# ASSIGNMENT
This exercise asks for every line of the material that contains the word "main".

# RECORDS TO PROCESS
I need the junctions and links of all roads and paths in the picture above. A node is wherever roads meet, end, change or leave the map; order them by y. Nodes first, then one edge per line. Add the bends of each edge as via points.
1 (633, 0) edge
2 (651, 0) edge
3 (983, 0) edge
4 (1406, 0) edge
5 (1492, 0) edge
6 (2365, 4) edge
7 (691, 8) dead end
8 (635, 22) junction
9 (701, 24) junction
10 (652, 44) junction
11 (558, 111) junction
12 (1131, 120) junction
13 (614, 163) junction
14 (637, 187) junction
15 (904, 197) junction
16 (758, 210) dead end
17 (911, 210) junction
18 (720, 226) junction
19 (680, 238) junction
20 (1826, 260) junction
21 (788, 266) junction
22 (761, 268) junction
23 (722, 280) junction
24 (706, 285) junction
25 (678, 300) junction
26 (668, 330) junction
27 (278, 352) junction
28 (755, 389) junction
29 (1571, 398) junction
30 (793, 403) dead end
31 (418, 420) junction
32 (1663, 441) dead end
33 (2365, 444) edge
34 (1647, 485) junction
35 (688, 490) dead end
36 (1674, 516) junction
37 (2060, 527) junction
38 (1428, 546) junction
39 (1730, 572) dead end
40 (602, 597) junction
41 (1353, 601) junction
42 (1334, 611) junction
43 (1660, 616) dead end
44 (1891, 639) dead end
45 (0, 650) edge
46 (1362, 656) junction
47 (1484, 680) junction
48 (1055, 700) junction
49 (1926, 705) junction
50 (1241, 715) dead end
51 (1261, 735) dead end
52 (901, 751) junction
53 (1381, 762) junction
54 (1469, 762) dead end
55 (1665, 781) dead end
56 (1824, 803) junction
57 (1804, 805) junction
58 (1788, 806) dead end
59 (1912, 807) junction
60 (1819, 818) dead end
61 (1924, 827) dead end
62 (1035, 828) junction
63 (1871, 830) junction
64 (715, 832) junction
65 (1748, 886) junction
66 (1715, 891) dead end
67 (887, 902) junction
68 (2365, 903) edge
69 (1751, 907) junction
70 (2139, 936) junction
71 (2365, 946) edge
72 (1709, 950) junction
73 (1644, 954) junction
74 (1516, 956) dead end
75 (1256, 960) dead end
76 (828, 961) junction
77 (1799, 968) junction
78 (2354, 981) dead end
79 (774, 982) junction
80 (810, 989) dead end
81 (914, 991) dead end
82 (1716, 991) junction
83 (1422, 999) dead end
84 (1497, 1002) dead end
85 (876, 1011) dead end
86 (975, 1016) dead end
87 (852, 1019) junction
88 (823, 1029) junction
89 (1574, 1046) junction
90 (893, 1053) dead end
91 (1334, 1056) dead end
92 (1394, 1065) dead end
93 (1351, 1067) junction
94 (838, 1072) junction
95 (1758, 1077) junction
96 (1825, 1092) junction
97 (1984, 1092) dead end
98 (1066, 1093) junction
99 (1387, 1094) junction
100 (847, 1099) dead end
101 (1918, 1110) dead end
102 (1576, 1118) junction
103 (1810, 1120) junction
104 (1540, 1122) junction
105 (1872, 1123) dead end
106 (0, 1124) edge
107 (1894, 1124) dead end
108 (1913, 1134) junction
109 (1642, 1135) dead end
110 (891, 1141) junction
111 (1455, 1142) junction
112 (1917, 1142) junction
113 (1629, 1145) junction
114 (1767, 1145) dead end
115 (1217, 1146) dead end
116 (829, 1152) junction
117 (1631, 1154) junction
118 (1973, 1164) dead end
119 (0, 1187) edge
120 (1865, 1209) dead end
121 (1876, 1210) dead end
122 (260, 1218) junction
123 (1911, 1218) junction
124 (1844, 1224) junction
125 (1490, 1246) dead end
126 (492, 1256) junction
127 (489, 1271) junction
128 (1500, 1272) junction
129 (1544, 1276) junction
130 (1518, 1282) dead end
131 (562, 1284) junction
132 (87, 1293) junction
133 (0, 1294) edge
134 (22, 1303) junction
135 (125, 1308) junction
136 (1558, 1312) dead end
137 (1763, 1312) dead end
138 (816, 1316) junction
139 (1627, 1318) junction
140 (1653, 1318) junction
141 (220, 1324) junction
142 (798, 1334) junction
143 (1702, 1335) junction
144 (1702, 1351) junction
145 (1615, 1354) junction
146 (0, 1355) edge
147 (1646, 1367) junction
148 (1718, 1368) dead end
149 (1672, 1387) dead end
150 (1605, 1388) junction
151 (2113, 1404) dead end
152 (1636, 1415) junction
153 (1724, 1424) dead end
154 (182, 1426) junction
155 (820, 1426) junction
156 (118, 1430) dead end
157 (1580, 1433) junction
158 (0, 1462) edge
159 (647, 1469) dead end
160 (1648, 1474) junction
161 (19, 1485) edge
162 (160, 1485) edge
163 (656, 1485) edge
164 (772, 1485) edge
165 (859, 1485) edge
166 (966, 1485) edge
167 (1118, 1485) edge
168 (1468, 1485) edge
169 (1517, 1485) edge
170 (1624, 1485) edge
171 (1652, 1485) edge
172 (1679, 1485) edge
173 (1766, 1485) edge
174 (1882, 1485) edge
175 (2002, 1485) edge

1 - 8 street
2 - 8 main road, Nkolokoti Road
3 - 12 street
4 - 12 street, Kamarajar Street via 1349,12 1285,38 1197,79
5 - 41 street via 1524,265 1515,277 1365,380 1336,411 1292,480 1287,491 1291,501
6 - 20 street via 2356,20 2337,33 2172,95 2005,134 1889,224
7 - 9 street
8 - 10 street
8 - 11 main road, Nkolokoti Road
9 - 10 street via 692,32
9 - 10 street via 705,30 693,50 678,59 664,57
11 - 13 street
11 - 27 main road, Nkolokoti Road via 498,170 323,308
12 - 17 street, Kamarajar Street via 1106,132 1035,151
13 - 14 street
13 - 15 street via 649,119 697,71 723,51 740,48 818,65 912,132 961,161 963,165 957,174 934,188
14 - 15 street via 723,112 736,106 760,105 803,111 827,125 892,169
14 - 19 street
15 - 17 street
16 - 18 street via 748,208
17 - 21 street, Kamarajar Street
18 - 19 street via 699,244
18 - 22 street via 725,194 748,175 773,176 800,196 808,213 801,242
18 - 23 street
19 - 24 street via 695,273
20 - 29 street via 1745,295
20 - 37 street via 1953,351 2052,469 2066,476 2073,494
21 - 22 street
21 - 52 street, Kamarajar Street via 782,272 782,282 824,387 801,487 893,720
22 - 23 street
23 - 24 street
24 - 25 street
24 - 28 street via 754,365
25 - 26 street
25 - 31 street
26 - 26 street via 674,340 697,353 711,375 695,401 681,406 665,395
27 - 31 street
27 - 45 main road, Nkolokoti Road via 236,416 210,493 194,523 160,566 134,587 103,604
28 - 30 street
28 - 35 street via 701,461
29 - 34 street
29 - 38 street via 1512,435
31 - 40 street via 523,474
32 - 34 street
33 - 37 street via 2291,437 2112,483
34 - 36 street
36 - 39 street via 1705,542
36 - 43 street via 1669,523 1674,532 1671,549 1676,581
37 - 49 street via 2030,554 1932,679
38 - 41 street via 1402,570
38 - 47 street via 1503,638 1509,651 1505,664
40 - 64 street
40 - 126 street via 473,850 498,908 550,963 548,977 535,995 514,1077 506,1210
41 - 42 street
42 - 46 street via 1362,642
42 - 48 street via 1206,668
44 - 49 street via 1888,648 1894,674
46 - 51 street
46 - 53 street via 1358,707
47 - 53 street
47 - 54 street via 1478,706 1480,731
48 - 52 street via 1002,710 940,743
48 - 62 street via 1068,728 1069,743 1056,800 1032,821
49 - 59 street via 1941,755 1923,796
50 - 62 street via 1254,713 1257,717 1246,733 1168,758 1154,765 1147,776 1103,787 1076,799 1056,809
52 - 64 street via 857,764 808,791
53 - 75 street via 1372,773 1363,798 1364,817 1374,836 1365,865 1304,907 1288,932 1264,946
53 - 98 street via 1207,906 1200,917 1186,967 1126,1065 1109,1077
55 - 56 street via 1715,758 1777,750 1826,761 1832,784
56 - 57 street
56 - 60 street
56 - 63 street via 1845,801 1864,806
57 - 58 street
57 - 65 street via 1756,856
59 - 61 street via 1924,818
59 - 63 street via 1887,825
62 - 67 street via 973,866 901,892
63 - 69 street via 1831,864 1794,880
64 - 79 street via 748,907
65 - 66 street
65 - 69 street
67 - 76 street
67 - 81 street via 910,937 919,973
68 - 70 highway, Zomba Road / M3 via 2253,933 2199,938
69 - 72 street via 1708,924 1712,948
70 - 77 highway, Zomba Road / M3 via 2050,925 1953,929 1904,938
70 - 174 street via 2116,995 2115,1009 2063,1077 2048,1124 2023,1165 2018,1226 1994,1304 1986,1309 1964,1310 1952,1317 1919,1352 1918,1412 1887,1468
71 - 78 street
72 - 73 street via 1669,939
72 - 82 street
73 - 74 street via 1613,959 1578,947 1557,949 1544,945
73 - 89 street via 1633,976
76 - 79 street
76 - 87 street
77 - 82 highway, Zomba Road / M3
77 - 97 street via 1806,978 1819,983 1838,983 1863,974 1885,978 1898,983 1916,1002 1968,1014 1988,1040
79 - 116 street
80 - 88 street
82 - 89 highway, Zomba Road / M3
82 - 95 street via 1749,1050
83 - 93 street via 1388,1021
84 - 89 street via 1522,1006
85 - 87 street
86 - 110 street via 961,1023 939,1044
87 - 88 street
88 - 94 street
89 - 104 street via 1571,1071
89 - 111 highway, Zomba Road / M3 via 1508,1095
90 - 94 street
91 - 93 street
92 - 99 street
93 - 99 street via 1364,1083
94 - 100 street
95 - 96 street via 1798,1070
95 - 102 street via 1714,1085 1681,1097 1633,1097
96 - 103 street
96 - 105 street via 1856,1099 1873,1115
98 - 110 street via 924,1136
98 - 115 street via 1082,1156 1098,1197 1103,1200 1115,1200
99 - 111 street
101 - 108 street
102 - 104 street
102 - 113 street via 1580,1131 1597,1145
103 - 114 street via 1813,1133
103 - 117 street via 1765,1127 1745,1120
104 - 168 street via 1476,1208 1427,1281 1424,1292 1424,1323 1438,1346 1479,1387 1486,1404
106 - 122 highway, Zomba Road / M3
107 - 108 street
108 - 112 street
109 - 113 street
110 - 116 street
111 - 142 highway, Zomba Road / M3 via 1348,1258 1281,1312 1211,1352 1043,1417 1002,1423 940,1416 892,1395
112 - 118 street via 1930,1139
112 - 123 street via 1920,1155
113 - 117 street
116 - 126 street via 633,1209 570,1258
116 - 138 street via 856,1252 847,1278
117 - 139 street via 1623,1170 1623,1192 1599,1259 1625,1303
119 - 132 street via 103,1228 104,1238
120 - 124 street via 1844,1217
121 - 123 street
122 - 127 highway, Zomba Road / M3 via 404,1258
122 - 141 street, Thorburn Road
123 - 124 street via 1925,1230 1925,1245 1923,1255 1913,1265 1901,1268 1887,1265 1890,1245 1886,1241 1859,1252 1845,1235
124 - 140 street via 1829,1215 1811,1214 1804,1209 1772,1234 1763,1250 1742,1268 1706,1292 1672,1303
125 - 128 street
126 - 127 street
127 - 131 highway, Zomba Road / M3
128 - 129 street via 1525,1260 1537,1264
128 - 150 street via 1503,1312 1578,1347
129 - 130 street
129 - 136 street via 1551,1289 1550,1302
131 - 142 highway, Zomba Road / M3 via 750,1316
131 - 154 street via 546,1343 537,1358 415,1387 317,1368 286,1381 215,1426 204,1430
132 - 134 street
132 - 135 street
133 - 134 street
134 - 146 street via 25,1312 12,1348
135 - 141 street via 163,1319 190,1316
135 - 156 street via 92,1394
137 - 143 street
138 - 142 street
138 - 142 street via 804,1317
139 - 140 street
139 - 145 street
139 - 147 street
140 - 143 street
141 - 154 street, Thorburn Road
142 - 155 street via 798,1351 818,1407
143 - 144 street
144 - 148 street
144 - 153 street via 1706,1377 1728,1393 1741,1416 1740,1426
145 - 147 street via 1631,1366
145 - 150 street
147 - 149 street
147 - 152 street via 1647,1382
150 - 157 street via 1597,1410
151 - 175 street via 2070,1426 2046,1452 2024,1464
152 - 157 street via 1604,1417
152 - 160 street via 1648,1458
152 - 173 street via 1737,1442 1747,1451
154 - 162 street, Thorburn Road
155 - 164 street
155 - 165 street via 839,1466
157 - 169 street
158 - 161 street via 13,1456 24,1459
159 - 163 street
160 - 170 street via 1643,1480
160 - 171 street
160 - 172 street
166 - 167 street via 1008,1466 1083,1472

# COMPLETED EXERCISE
2 - 8 main road, Nkolokoti Road
8 - 11 main road, Nkolokoti Road
11 - 27 main road, Nkolokoti Road via 498,170 323,308
27 - 45 main road, Nkolokoti Road via 236,416 210,493 194,523 160,566 134,587 103,604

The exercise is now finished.